Irrational nonsense like this is exactly what I expect from the self-described "rationalists", who assert reverence for logic, reason, and science yet understand nothing about the subjects nor how to apply them.

Can I make such an assumption about you?

Comment Re:reliability (Score 1) 139

BlackBerries not on BES conversely needed BIZ. The outage was devastating.

As I pointed out, the majority of their users were completely unaffected. Of those who were, most were out for less than a day. I should also point out, that many of those affected only experienced slowdowns.

iPhone works fine without Apple servers

The same was true for the Great BlackBerry Outage. The phone still functioned as a phone, as did apps. Messaging (Email and BBM) were really the only services significantly impacted, though every message was ultimately delivered. (The same can not be said for their competition.)

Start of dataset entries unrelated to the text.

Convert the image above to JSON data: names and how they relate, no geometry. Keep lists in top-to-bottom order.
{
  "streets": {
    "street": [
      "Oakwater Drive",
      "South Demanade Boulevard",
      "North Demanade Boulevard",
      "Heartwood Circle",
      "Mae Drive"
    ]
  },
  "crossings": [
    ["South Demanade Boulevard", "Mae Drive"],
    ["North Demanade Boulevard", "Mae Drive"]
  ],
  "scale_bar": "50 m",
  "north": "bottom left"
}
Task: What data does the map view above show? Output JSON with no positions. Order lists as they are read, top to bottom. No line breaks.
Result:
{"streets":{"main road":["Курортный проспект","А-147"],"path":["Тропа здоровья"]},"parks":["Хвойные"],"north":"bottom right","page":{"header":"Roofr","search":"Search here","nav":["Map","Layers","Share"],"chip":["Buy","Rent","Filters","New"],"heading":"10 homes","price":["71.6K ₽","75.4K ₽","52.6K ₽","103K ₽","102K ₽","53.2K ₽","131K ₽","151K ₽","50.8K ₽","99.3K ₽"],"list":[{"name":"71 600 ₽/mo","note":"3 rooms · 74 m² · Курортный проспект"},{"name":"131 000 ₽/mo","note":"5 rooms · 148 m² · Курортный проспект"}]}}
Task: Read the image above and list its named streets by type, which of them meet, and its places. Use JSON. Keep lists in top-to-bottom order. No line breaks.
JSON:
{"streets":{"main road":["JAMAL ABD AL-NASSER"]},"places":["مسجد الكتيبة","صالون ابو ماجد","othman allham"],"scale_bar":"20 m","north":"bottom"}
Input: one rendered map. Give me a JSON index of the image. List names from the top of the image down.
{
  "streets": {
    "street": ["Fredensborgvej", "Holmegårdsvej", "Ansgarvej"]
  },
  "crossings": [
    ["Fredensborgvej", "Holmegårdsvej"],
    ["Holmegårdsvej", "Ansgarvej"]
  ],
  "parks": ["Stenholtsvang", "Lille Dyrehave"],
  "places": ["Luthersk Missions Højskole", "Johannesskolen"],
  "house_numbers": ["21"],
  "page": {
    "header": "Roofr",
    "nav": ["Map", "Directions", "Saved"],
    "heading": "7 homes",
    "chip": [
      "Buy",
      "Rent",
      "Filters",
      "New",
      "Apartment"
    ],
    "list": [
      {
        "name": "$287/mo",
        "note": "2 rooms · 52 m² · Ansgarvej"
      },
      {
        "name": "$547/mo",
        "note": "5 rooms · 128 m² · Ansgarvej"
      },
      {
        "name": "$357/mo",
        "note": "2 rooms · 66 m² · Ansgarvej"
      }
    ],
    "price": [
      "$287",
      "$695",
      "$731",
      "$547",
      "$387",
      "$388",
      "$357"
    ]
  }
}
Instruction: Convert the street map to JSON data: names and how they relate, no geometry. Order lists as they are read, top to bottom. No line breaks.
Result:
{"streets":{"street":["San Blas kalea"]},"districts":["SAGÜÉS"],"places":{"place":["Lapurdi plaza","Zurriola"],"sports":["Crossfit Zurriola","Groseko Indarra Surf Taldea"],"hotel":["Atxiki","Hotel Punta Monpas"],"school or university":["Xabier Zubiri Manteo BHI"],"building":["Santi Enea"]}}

The infamous BlackBerry outage as really very similar to Apples MobileMe outage -- except it was significantly shorter and impacted a significantly smaller portion of their users. Well, and RIM didn't drop a single message -- I can't stress how important that fact is in terms of reliability.

The points? The "BlackBerry is unreliable" bit is absurd as they're dramatically more reliable than the competition. Your carrier is much more likely to be down than BlackBerry. Other companies regularly experience outages far worse and far more frequently than BlackBerry, yet still maintain a reputation for reliability.

There isn't much to argue about here. I contend that the outage hurt RIM far more than similar outages hurt other companies simply because of their absurd reliability. When they have an outage, it's big news. When Apple, Google, etc. have an outage, it's not surprising in the least and thus gets far less press coverage, if it's reported in the media at all.

Comment Re:reliability (Score 1) 139

Blackberry can't run around claiming to be the best in IT while having an incident like this.

Which is very odd. They're more reliable than, well, everyone else. Hell, they're more reliable than our electrical service!

The only reason that Great Outage (which didn't even impact most customers, and most of those were affected for less than a day) was even newsworthy was because BlackBerry's services are so incredibly reliable!

Compare that to Apple's month-long MobileMe outage, the uncountable outages afterward, the regular iCloud outages, and even their recent month-long developer center outage. Those aren't even news. It's just par for the course. Yet Apple inexplicably maintains a reputation for reliability.

Even Google, with it's incredible reputation for reliability, has regular outages. Gmail seems to have a major outage every year. Still, their reputation is not impacted at all.

BlackBerry has a minor (what their competitors would consider minor anyway) outage and their reputation for reliability is shot. (Even though they didn't loose a single message! Everything got delivered eventually. That's amazing!)

Customers do not respond well to an extended outage.

Customers don't respond well, but they quickly forget. Except when it comes to BlackBerry. Then they remember. Probably because they're constantly reminded by people who seem to have some pathological hatred for cell-phone manufacturer.